Fucking Chad and his high ideals, although he wasn’t above stealing when it came down to it, and Bryant knew this.
“I thi
nk this is Druidic.”
In other words, a museum would pay money to own the pendant. “You don’t know that,” Bryant snapped and snatched the necklace out of Chad’s fingers.
Chad hands retreated up out of the way. “Hey, take it easy. That piece needs to be on display in a—”
Bryant narrowed his eyes. “It does not. You don’t even know what it is.”
“Then what is it? Where did you get it?”
He balled the leather cord and amulet in his fist. “That’s none of your goddamn business!”
Chad’s eyes darted around. “Okay, okay. Maybe we could work out a deal where we both profit.”
“I don’t think so.” Bryant stuffed the amulet into his jeans pocket.
“Oh, I gotcha.

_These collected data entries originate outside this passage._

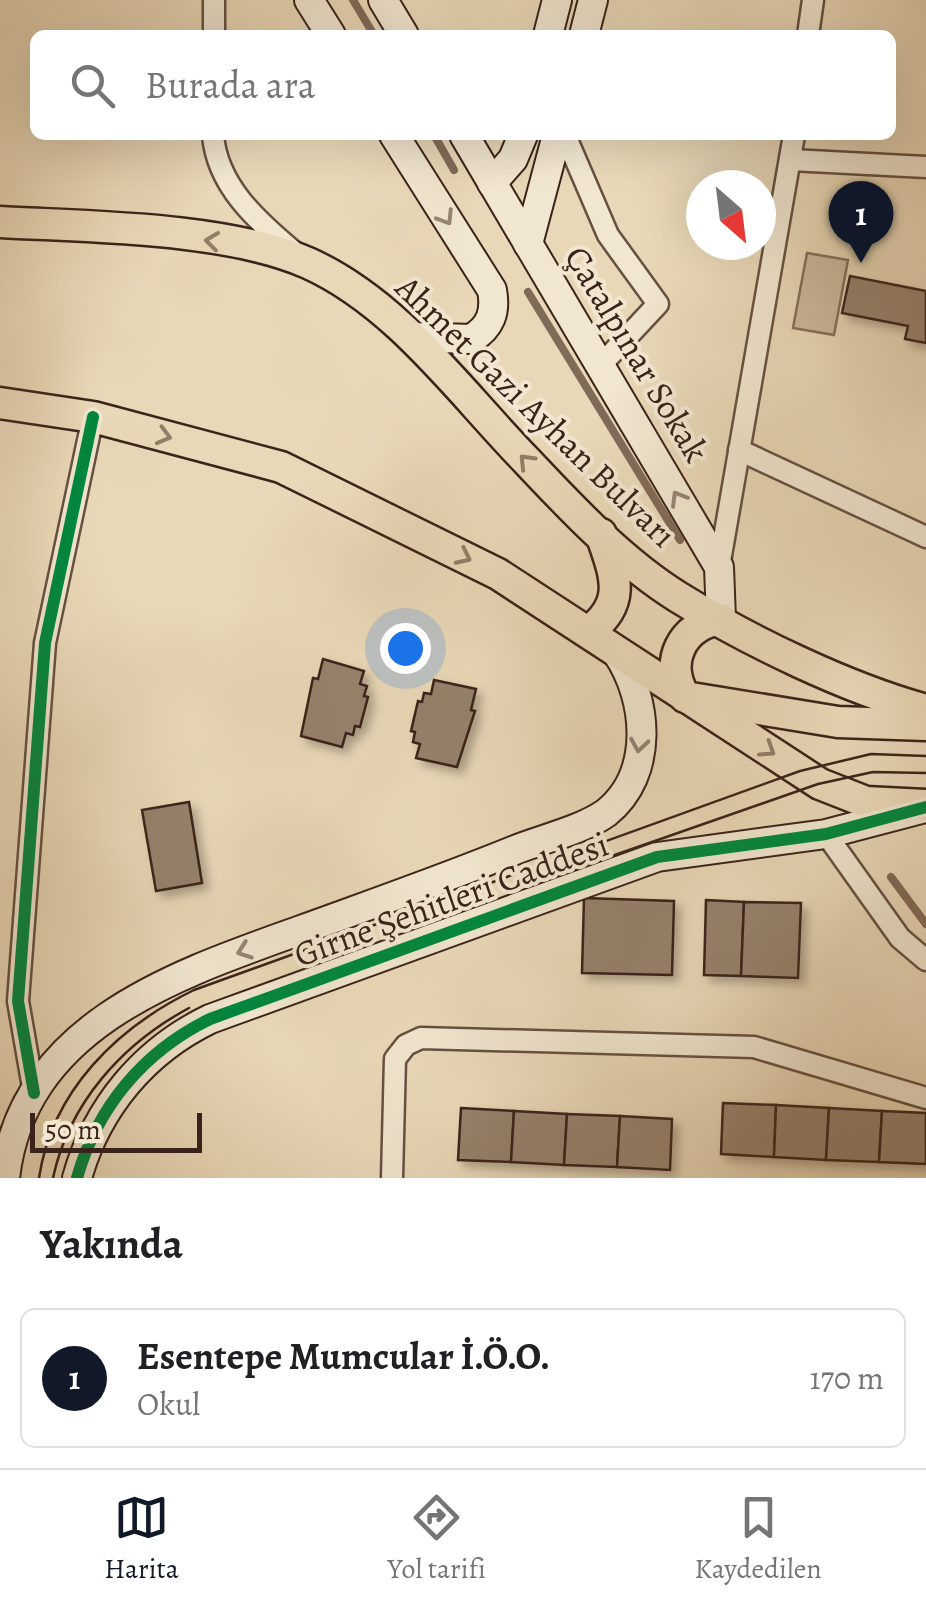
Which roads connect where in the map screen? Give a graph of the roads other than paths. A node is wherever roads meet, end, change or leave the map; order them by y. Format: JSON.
{"nodes":[{"id":1,"x":214,"y":0,"type":"edge"},
{"id":2,"x":309,"y":0,"type":"edge"},
{"id":3,"x":383,"y":0,"type":"edge"},
{"id":4,"x":558,"y":0,"type":"edge"},
{"id":5,"x":593,"y":0,"type":"edge"},
{"id":6,"x":813,"y":0,"type":"edge"},
{"id":7,"x":214,"y":30,"type":"edge"},
{"id":8,"x":328,"y":30,"type":"edge"},
{"id":9,"x":401,"y":30,"type":"edge"},
{"id":10,"x":549,"y":30,"type":"edge"},
{"id":11,"x":585,"y":30,"type":"edge"},
{"id":12,"x":809,"y":30,"type":"edge"},
{"id":13,"x":213,"y":140,"type":"edge"},
{"id":14,"x":397,"y":140,"type":"edge"},
{"id":15,"x":467,"y":140,"type":"edge"},
{"id":16,"x":521,"y":140,"type":"edge"},
{"id":17,"x":559,"y":140,"type":"edge"},
{"id":18,"x":563,"y":140,"type":"edge"},
{"id":19,"x":793,"y":140,"type":"edge"},
{"id":20,"x":790,"y":160,"type":"junction"},
{"id":21,"x":926,"y":168,"type":"edge"},
{"id":22,"x":492,"y":182,"type":"junction"},
{"id":23,"x":0,"y":222,"type":"edge"},
{"id":24,"x":528,"y":244,"type":"junction"},
{"id":25,"x":306,"y":262,"type":"junction"},
{"id":26,"x":411,"y":337,"type":"junction"},
{"id":27,"x":600,"y":366,"type":"junction"},
{"id":28,"x":0,"y":403,"type":"edge"},
{"id":29,"x":94,"y":417,"type":"junction"},
{"id":30,"x":739,"y":450,"type":"junction"},
{"id":31,"x":601,"y":534,"type":"junction"},
{"id":32,"x":926,"y":537,"type":"edge"},
{"id":33,"x":718,"y":567,"type":"junction"},
{"id":34,"x":721,"y":619,"type":"junction"},
{"id":35,"x":588,"y":632,"type":"junction"},
{"id":36,"x":617,"y":653,"type":"junction"},
{"id":37,"x":685,"y":696,"type":"junction"},
{"id":38,"x":926,"y":710,"type":"edge"},
{"id":39,"x":926,"y":725,"type":"edge"},
{"id":40,"x":926,"y":806,"type":"edge"},
{"id":41,"x":826,"y":834,"type":"junction"},
{"id":42,"x":926,"y":960,"type":"edge"},
{"id":43,"x":34,"y":1093,"type":"junction"},
{"id":44,"x":926,"y":1098,"type":"edge"},
{"id":45,"x":5,"y":1178,"type":"edge"},
{"id":46,"x":77,"y":1178,"type":"edge"},
{"id":47,"x":392,"y":1178,"type":"edge"}],
"edges":[{"from":1,"to":7,"type":"street"},
{"from":2,"to":8,"type":"street"},
{"from":3,"to":9,"type":"street"},
{"from":4,"to":10,"type":"street"},
{"from":5,"to":11,"type":"street"},
{"from":6,"to":12,"type":"street"},
{"from":13,"to":25,"type":"street"},
{"from":14,"to":26,"type":"street","one_way":true},
{"from":15,"to":22,"type":"street","name":"Çatalpınar Sokak"},
{"from":16,"to":22,"type":"street"},
{"from":17,"to":24,"type":"street"},
{"from":18,"to":27,"type":"street"},
{"from":19,"to":20,"type":"street"},
{"from":20,"to":21,"type":"street"},
{"from":20,"to":30,"type":"street"},
{"from":22,"to":24,"type":"street","name":"Çatalpınar Sokak"},
{"from":25,"to":23,"type":"main road","name":"Ahmet Gazi Ayhan Bulvarı","one_way":true},
{"from":24,"to":27,"type":"street","name":"Çatalpınar Sokak"},
{"from":25,"to":26,"type":"main road","name":"Ahmet Gazi Ayhan Bulvarı"},
{"from":31,"to":26,"type":"main road","name":"Ahmet Gazi Ayhan Bulvarı","one_way":true},
{"from":33,"to":27,"type":"street","name":"Çatalpınar Sokak","one_way":true},
{"from":28,"to":29,"type":"main road"},
{"from":29,"to":35,"type":"main road","one_way":true},
{"from":29,"to":43,"type":"street"},
{"from":30,"to":32,"type":"street"},
{"from":30,"to":33,"type":"street"},
{"from":31,"to":34,"type":"main road","name":"Ahmet Gazi Ayhan Bulvarı"},
{"from":31,"to":35,"type":"main road"},
{"from":33,"to":34,"type":"street","name":"Çatalpınar Sokak"},
{"from":34,"to":37,"type":"main road"},
{"from":34,"to":38,"type":"main road","name":"Ahmet Gazi Ayhan Bulvarı"},
{"from":35,"to":36,"type":"main road"},
{"from":36,"to":37,"type":"main road"},
{"from":36,"to":43,"type":"street","name":"Girne Şehitleri Caddesi","one_way":true},
{"from":37,"to":39,"type":"main road"},
{"from":37,"to":40,"type":"main road","one_way":true},
{"from":40,"to":41,"type":"street","name":"Girne Şehitleri Caddesi"},
{"from":41,"to":42,"type":"street"},
{"from":41,"to":46,"type":"street","name":"Girne Şehitleri Caddesi"},
{"from":43,"to":45,"type":"street","name":"Girne Şehitleri Caddesi"},
{"from":44,"to":47,"type":"street"}]}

You already made a deal.” He paused for a moment. “With who?”
“Christ, Chad. Will you leave it alone? You’re not getting a cut of this.”
CHAPTER NINE
Bryant rolled up the storage locker bay door. The space was cluttered with dusty furniture. A large oak dresser sat in the corner near the front. He removed the amulet from his pocket and placed the necklace inside the top drawer, nestled between her grandmother’s sweaters. The “her” was an old girlfriend who had inherited the antiques. Tiffany wouldn’t mind him using the storage facility, and if anyone ever found her, they could ask her. He continued to pay the rent.
Footsteps echoed around the corner of the corridor, advancing toward him. He held his breath and listened until they stopped. A door squeaked and trundled upward. In the other direction, a gate slammed down. He blew his breath out. It was damn noisy in this bitch. Bryant pulled the door down and set the padlock. He looked to his left and right. The exit was toward the left, and on his right, a shadow of a figure painted the concrete. Whoever made the shadow was hiding on the other side of the wall. Bryant waited for the person to leave. The asshole stayed where they were.